#### Records for the exercise ####

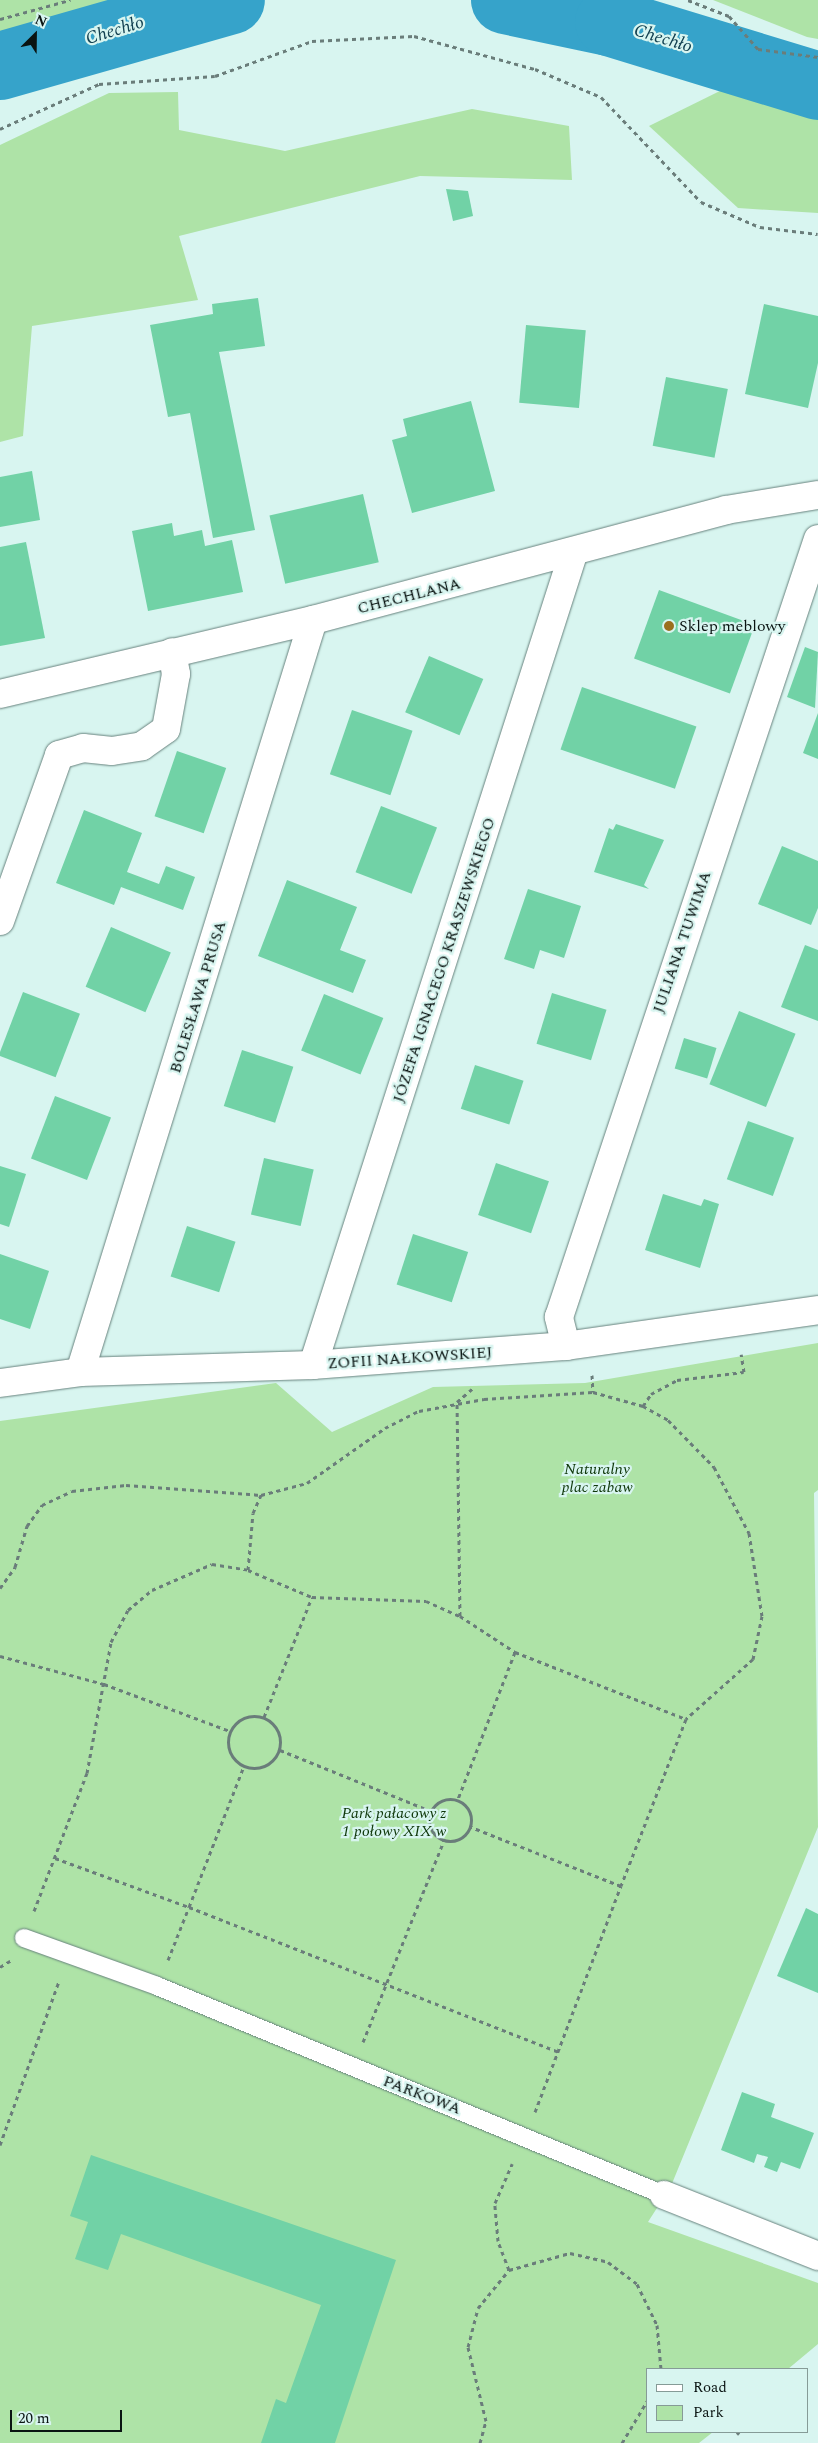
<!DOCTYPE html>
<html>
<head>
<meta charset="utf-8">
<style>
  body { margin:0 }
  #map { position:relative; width:818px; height:2443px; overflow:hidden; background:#d8f5f0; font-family:Spectral,serif }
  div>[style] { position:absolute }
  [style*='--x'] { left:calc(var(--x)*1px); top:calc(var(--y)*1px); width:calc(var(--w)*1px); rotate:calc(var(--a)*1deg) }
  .green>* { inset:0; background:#aee3a7 }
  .river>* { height:68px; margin:-34px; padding:0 34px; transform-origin:34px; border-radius:34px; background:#36a3ca }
  .building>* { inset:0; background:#71d2a6; transform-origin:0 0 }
  .path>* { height:3px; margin-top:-1.5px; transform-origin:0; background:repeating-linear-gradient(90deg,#6a7d7a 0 4px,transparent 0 8px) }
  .path>.ring { margin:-1.5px; padding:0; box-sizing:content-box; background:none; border:3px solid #6a7d7a; border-radius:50% }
  .roads { filter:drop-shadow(0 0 1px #67827d) drop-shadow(0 0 1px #67827d) }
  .service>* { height:18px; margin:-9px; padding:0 9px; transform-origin:9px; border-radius:9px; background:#fff }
  .minor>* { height:28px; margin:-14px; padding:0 14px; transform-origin:14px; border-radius:14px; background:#fff }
  .dots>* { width:14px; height:14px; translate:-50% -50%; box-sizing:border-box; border:2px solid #d8f5f0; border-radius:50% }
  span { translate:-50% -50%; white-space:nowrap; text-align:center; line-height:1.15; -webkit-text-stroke:4.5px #d8f5f0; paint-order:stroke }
  .street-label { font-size:16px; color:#0a1412 }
  .poi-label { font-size:16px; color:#0a1412 }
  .left { translate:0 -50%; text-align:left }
  .park-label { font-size:16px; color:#0e3709; font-style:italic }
  .water-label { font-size:18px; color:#124051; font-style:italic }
  .legend { position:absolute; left:646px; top:2368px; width:162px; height:65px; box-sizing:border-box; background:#d8f5f0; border:1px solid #869b97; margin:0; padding:6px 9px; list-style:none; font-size:15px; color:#0a1412 }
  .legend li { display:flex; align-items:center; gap:10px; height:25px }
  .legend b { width:25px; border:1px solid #869b97 }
  .north { position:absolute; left:10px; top:10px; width:50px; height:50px; -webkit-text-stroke:4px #d8f5f0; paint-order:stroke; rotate:23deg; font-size:14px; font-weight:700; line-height:20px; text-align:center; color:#0a1412 }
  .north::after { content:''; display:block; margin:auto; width:18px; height:22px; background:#0a1412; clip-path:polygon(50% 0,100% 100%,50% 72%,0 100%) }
  .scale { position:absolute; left:10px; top:2410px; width:112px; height:22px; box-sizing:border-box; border:2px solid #0a1412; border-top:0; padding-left:6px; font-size:15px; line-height:18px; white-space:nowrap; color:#0a1412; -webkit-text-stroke:4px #d8f5f0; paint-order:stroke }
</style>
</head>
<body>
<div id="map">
  <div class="green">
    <div style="clip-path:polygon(0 0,145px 0,148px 5px,0 52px)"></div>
    <div style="clip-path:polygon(713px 0,818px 0,818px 39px,807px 37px)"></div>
    <div style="clip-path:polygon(734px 84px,818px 112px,818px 213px,738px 208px,649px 126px)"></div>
    <div style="clip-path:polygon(178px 92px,179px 130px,285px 151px,472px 109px,569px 126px,572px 180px,420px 176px,179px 236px,198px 300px,32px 326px,23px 436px,0 442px,0 145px,109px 93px)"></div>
    <div style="clip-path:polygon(818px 1343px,818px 1490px,814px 1493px,818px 1827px,671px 2186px,648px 2222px,818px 2283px,818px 2344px,788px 2369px,647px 2369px,647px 2432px,713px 2432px,699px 2443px,0 2443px,0 1421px,276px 1383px,332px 1432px,433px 1387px,585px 1383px)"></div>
  </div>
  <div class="river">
    <div style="--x:505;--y:0;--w:106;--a:11.9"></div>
    <div style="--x:609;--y:22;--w:219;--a:17"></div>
    <div style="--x:0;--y:66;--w:240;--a:-15.9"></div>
  </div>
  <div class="building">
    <div style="clip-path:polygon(446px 189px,468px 191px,473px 216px,453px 221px)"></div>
    <div style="clip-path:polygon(258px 298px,265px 346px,219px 352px,255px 530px,213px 538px,190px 413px,168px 417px,150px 325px,213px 314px,212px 304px)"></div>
    <div style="clip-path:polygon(764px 304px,818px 316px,818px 363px,808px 408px,745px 394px)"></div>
    <div style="left:526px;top:325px;width:60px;height:78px;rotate:5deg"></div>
    <div style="left:666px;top:377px;width:63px;height:70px;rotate:11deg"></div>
    <div style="clip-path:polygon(471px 401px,495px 491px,412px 513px,392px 440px,407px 436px,403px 419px)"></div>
    <div style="clip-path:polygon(32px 471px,40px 520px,0 527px,0 477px)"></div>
    <div style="left:363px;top:494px;width:70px;height:96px;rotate:77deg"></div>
    <div style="clip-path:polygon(172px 523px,174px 536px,202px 530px,205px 546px,232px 540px,243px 592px,148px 611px,132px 531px)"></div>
    <div style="clip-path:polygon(26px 542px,45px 638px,0 646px,0 547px)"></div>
    <div style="left:659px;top:590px;width:102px;height:73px;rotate:20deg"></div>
    <div style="clip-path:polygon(805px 647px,818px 652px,815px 708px,787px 697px)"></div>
    <div style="left:429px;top:656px;width:59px;height:61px;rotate:23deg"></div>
    <div style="left:582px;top:687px;width:121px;height:66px;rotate:19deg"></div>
    <div style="left:352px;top:710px;width:64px;height:68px;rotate:19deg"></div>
    <div style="clip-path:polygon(818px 713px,818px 759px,803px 753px)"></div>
    <div style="left:177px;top:751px;width:52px;height:69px;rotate:19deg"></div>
    <div style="left:381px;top:806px;width:60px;height:71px;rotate:21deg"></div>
    <div style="clip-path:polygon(84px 810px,142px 833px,127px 872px,159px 884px,166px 866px,195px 877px,183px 910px,121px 887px,114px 905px,56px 883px)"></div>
    <div style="clip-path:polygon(616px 824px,664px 840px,644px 885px,649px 889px,594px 872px,609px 828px,613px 830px)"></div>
    <div style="clip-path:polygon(782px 846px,818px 861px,818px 908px,811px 925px,758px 904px)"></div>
    <div style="clip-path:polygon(287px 880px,357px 907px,340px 950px,366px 960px,353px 993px,258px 956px)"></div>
    <div style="clip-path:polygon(528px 889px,581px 906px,564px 958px,540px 950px,534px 969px,504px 959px)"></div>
    <div style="left:111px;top:927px;width:65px;height:65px;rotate:23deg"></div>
    <div style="clip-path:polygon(805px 945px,818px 950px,818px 1021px,781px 1007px)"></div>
    <div style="left:23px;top:992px;width:61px;height:68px;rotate:21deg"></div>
    <div style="left:552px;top:993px;width:57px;height:53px;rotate:17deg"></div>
    <div style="left:324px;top:994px;width:64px;height:61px;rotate:22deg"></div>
    <div style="left:739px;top:1011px;width:61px;height:79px;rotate:22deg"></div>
    <div style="left:684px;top:1038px;width:34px;height:32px;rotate:17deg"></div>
    <div style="left:242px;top:1050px;width:54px;height:59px;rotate:18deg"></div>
    <div style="left:475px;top:1065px;width:51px;height:46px;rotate:18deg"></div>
    <div style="left:55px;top:1096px;width:60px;height:67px;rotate:21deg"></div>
    <div style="left:748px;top:1121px;width:49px;height:62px;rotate:20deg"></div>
    <div style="left:264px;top:1158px;width:51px;height:58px;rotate:13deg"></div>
    <div style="left:496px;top:1163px;width:56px;height:55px;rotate:19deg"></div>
    <div style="clip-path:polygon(0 1166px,26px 1174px,9px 1227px,0 1224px)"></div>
    <div style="clip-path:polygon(663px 1194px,701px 1206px,704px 1199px,719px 1204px,700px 1268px,645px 1250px)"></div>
    <div style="left:187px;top:1226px;width:51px;height:53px;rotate:18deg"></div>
    <div style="left:413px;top:1234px;width:58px;height:53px;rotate:18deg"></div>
    <div style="clip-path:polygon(0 1254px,49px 1271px,30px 1329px,0 1319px)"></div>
    <div style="clip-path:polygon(806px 1908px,818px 1914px,818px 1993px,777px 1976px)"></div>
    <div style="clip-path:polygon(742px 2092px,775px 2104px,771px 2117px,814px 2133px,800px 2169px,781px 2162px,777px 2172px,764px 2167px,768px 2157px,757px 2154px,754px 2163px,721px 2150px)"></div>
    <div style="clip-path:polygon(91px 2155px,396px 2260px,335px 2443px,261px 2443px,276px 2399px,286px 2403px,321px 2305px,121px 2234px,108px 2270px,75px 2259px,88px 2222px,70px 2216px)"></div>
  </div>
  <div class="path">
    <div style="--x:688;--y:0;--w:44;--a:21.3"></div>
    <div style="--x:729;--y:16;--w:44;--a:48.7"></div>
    <div style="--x:758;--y:49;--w:61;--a:7.6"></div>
    <div style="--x:0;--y:19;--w:73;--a:-15.2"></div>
    <div style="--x:0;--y:129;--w:109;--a:-24.4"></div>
    <div style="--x:99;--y:84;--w:116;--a:-3.9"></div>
    <div style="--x:215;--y:76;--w:103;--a:-19.8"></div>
    <div style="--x:312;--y:41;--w:102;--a:-2.8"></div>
    <div style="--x:414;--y:36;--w:125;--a:15.3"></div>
    <div style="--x:535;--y:69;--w:72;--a:23"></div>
    <div style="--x:601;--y:97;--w:145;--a:46.4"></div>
    <div style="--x:701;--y:202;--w:64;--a:23"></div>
    <div style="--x:760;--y:227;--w:58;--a:6.9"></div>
    <div style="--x:592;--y:1375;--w:17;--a:87"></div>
    <div style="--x:643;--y:1406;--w:14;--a:-56"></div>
    <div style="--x:651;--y:1394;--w:30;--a:-28"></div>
    <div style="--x:677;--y:1380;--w:67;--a:-6.8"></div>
    <div style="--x:744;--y:1372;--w:18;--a:-99"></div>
    <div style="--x:248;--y:1570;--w:57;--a:-85"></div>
    <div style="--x:253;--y:1513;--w:20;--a:-66"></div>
    <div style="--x:0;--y:1588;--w:26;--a:-54"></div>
    <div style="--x:15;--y:1567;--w:43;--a:-73.7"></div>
    <div style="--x:27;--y:1526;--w:26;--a:-54"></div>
    <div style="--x:42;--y:1505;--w:33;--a:-25"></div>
    <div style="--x:72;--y:1491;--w:54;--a:-6.3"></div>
    <div style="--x:126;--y:1485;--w:135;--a:4.2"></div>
    <div style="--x:261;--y:1495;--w:48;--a:-14.6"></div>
    <div style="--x:307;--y:1483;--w:95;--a:-35.2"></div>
    <div style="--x:385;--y:1428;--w:38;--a:-27"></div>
    <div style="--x:419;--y:1411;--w:66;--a:-10.5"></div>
    <div style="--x:484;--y:1399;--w:109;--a:-3.7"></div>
    <div style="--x:593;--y:1392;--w:52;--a:15.6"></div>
    <div style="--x:643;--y:1406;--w:29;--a:29"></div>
    <div style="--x:668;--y:1420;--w:66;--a:45.6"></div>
    <div style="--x:714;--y:1467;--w:75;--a:62.1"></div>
    <div style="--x:749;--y:1533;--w:84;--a:81.1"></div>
    <div style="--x:762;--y:1616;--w:44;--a:101.8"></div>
    <div style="--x:753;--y:1659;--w:90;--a:138.2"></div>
    <div style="--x:686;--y:1719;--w:179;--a:111.3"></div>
    <div style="--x:621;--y:1886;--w:161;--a:-158.5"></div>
    <div style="--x:460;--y:1616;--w:214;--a:-90.8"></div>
    <div style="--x:457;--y:1402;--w:23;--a:-41"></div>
    <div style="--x:515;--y:1652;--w:184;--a:21.4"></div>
    <div style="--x:0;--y:1656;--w:108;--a:15.1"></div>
    <div style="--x:104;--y:1684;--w:134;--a:20.5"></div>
    <div class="ring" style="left:228px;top:1716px;width:49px;height:49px"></div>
    <div style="--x:264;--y:1717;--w:129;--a:-68.2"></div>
    <div style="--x:280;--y:1750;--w:163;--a:22"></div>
    <div class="ring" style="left:429px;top:1799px;width:39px;height:39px"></div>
    <div style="--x:55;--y:1858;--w:143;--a:20.1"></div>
    <div style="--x:189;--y:1907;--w:151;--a:-68.7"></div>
    <div style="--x:34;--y:1911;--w:148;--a:-69"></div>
    <div style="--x:87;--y:1773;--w:133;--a:-79.6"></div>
    <div style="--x:111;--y:1642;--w:36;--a:-62"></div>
    <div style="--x:128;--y:1610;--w:31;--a:-40"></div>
    <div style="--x:152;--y:1590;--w:65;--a:-23.4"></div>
    <div style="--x:212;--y:1564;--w:36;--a:9"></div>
    <div style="--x:248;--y:1570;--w:69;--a:22.9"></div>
    <div style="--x:312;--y:1597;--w:114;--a:2"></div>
    <div style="--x:426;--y:1601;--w:37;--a:24"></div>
    <div style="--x:460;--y:1616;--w:66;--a:33.2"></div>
    <div style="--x:515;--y:1652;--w:158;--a:111.2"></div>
    <div style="--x:168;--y:1960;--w:57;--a:-68.4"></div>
    <div style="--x:189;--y:1907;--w:397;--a:21.4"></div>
    <div style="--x:0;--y:1967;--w:12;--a:-31"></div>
    <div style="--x:363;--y:2042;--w:218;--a:-68.1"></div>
    <div style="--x:535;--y:2112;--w:242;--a:-69.2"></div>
    <div style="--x:0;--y:2145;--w:174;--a:-70.2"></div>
    <div style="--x:509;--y:2270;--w:31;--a:-111"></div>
    <div style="--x:498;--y:2241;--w:38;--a:-95"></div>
    <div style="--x:495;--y:2203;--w:43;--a:-66.4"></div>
    <div style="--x:737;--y:2432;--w:3;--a:45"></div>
    <div style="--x:480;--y:2443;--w:23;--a:-75"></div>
    <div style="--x:486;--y:2421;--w:76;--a:-103.7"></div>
    <div style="--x:468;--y:2347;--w:40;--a:-75.6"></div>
    <div style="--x:478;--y:2308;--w:49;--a:-50.8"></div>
    <div style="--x:509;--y:2270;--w:63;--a:-15.6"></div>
    <div style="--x:570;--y:2253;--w:39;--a:13"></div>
    <div style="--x:608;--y:2262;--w:36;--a:37"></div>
    <div style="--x:637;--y:2284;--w:46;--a:64"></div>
    <div style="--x:657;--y:2325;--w:44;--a:84.8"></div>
    <div style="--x:622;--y:2443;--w:49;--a:-59.2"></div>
  </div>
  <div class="roads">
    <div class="service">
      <div style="--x:24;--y:1938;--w:141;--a:19.8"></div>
      <div style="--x:157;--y:1986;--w:548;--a:22.4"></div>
    </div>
    <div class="minor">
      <div style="--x:0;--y:694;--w:322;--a:-13.3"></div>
      <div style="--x:313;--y:620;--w:427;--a:-14.9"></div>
      <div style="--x:726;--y:510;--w:93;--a:-9.3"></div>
      <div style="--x:0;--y:921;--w:176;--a:-70.4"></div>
      <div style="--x:59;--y:755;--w:25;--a:-16"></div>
      <div style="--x:83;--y:748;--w:29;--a:6"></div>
      <div style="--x:112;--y:751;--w:30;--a:-9"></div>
      <div style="--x:142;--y:746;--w:29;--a:-35"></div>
      <div style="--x:166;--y:729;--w:56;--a:-79.7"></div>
      <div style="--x:176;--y:674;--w:22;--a:-100"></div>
      <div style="--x:566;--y:1346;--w:30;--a:-104"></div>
      <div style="--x:559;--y:1317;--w:820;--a:-71.59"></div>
      <div style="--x:313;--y:1365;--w:852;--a:-72.22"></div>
      <div style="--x:80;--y:1372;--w:787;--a:-72.78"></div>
      <div style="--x:0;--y:1383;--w:81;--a:-7.8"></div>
      <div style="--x:80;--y:1372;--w:233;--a:-1.7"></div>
      <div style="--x:313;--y:1365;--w:254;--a:-4.3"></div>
      <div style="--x:566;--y:1346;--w:255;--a:-8.1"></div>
      <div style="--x:664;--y:2195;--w:166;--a:21.6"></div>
    </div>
  </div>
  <div class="dots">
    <div style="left:669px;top:626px;background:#9b6f1e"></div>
  </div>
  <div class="street-label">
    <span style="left:409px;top:596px;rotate:-14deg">CHECHLANA</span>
    <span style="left:682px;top:942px;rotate:-71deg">JULIANA TUWIMA</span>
    <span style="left:444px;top:960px;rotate:-72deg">JÓZEFA IGNACEGO KRASZEWSKIEGO</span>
    <span style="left:198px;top:997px;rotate:-73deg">BOLESŁAWA PRUSA</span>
    <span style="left:410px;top:1358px;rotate:-4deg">ZOFII NAŁKOWSKIEJ</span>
    <span style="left:422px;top:2095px;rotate:21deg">PARKOWA</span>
  </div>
  <div class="poi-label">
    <span class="left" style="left:679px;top:626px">Sklep meblowy</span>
  </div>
  <div class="park-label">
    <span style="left:597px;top:1478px">Naturalny<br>plac zabaw</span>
    <span style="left:394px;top:1822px">Park pałacowy z<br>1 połowy XIX w</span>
  </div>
  <div class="water-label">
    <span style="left:115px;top:31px;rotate:-17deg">Chechło</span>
    <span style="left:663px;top:39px;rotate:17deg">Chechło</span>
  </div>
  <ul class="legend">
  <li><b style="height:6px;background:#fff"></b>Road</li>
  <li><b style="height:14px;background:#aee3a7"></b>Park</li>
  </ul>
  <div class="north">N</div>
  <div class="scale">20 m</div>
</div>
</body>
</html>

####

Action item: Using the data above, reproduce exactly the lines between those holding "margin:-1.5px; padding:0; box-sizing:content-box;" and "width:14px; height:14px; translate:-50%", inclusive, and no others.

Exercise result:
  .path>.ring { margin:-1.5px; padding:0; box-sizing:content-box; background:none; border:3px solid #6a7d7a; border-radius:50% }
  .roads { filter:drop-shadow(0 0 1px #67827d) drop-shadow(0 0 1px #67827d) }
  .service>* { height:18px; margin:-9px; padding:0 9px; transform-origin:9px; border-radius:9px; background:#fff }
  .minor>* { height:28px; margin:-14px; padding:0 14px; transform-origin:14px; border-radius:14px; background:#fff }
  .dots>* { width:14px; height:14px; translate:-50% -50%; box-sizing:border-box; border:2px solid #d8f5f0; border-radius:50% }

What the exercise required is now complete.